Dalam draf terbaru, terdapat 13 kelompok tindak pidana yang masuk dalam cakupan mekanisme perampasan aset. Ketentuan tersebut mencakup:
- Tindak pidana korupsi;
- Tindak pidana narkotika dan psikotropika;
- Tindak pidana terorisme;
- Tindak pidana perdagangan orang (TPPO);
- Tindak pidana penyelundupan manusia;
- Tindak pidana penyelundupan senjata, amunisi, dan bahan berbahaya;
- Tindak pidana di bidang perpajakan;
- Tindak pidana di bidang perbankan;
- Tindak pidana di bidang perasuransian;
- Tindak pidana di bidang kehutanan;
- Tindak pidana di bidang pertambangan;
- Tindak pidana di bidang kelautan dan perikanan; serta
- Tindak pidana di bidang lingkungan hidup.
Selain mengatur jenis tindak pidana, draf RUU tersebut juga mengatur objek atau jenis aset yang dapat dirampas negara.
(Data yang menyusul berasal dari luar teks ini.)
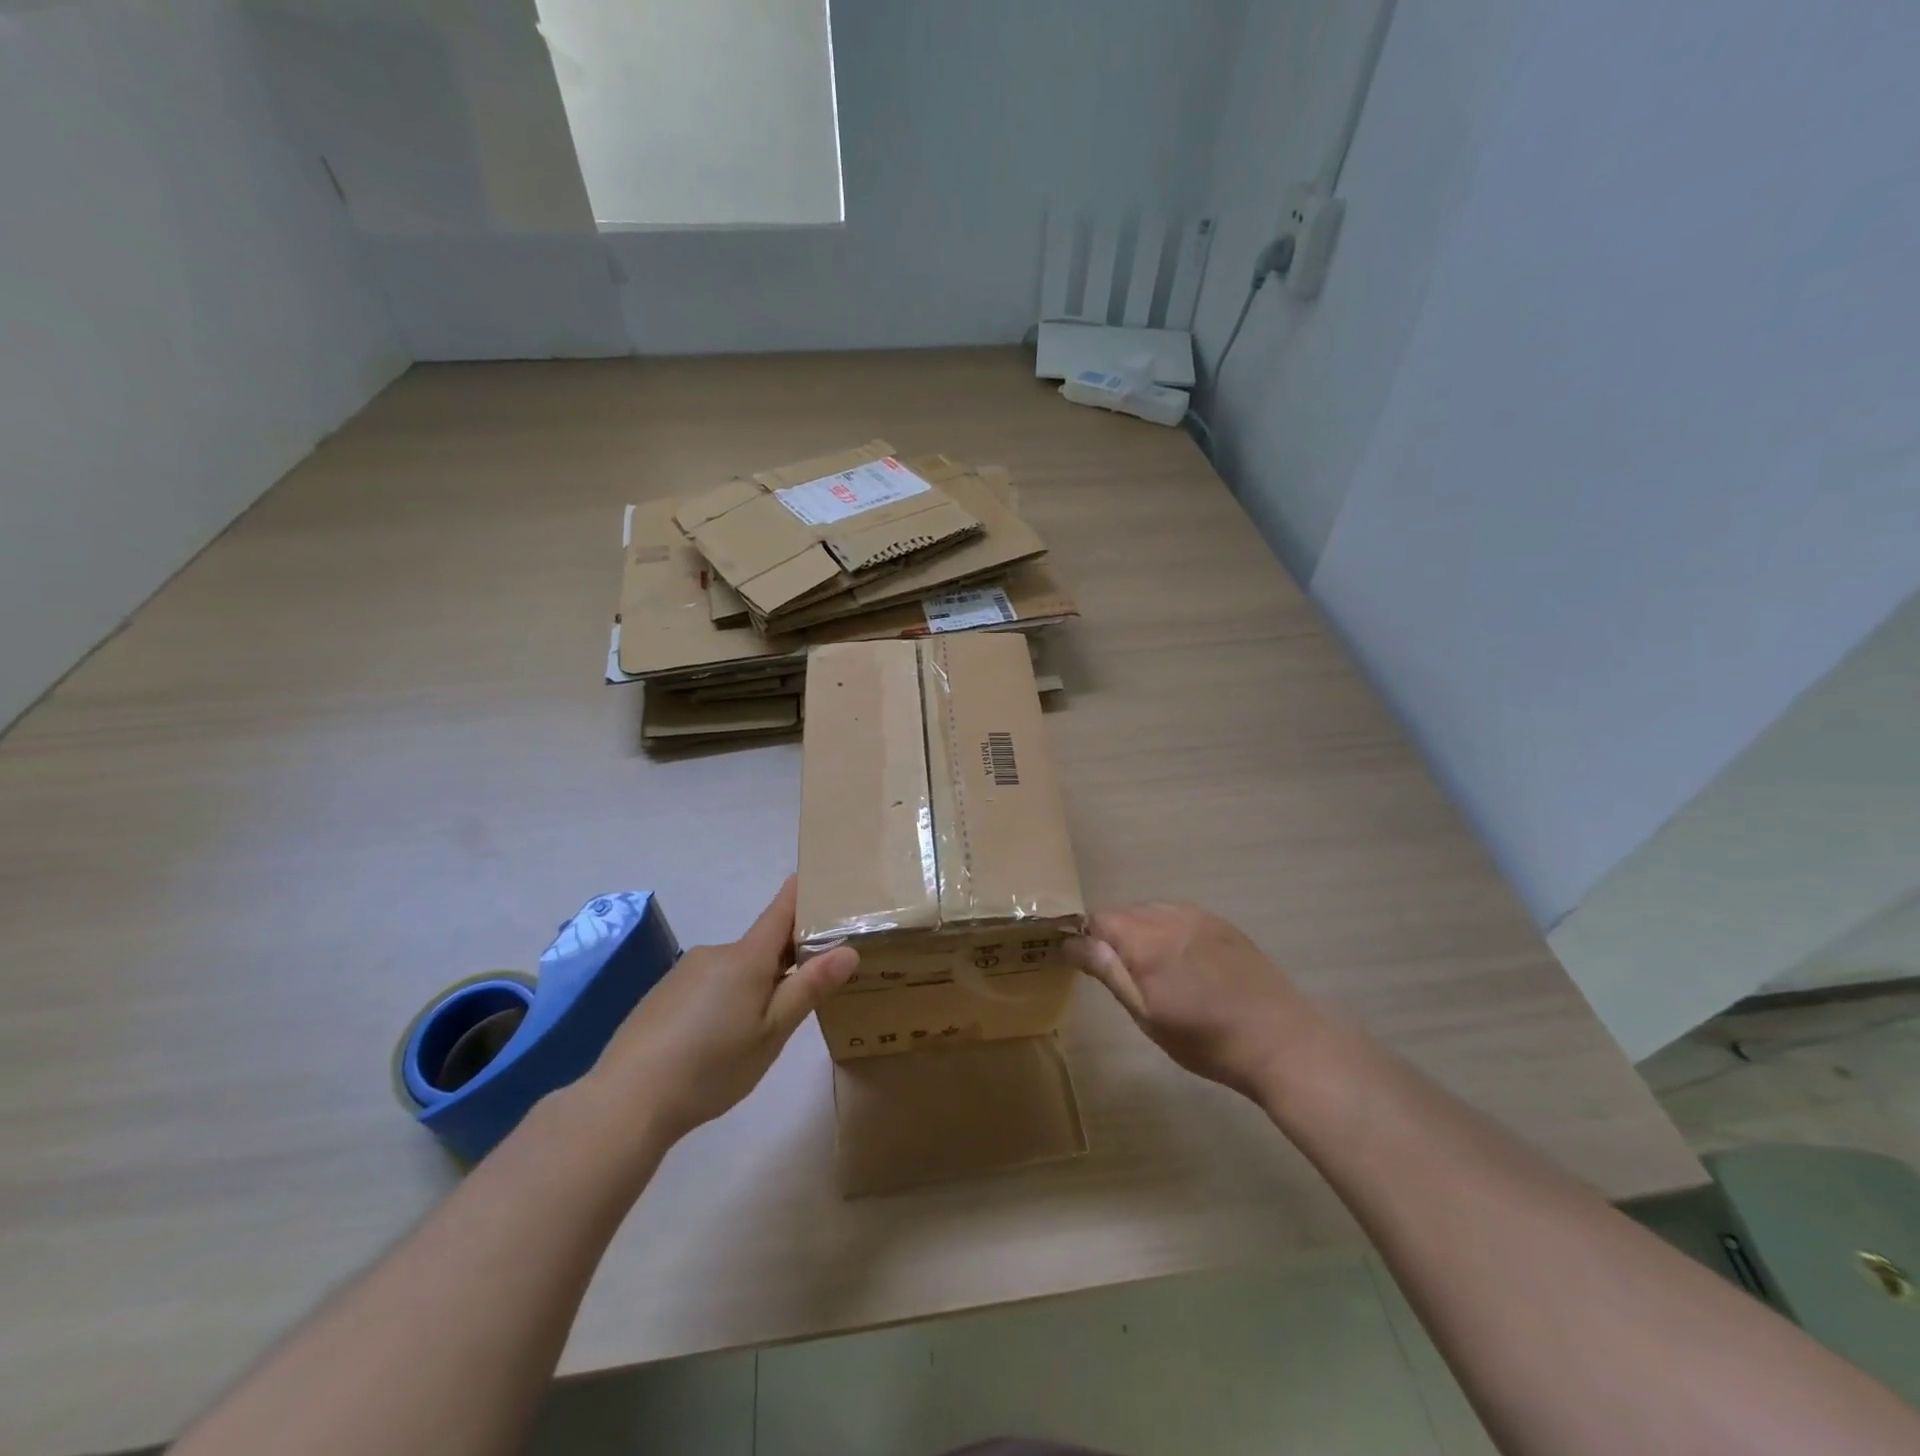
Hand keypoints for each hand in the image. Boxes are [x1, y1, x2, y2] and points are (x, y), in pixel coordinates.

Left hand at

Aset yang dimaksud antara lain aset hasil tindak pidana, yakni kekayaan yang diperoleh dari kejahatan; aset yang digunakan sebagai sarana atau alat melakukan tindak pidana; serta aset pengganti yang dapat digunakan untuk memenuhi nilai kerugian apabila aset hasil kejahatan telah hilang atau tidak lagi tersedia.
Selain itu, terdapat pula kategori barang temuan, yakni barang yang ditemukan atau terlantar dan berdasarkan proses hukum dinilai memiliki keterkaitan dengan tindak pidana.
RUU ini juga mengenal dua mekanisme perampasan aset, yakni in personam dan in rem. Mekanisme in personam dilakukan melalui putusan pengadilan terhadap pelaku tindak pidana.
Sementara mekanisme in rem memungkinkan proses perampasan terhadap aset tanpa harus terlebih dahulu menjatuhkan putusan pidana terhadap pemilik atau pelakunya dalam kondisi tertentu, misalnya ketika pelaku meninggal dunia atau melarikan diri.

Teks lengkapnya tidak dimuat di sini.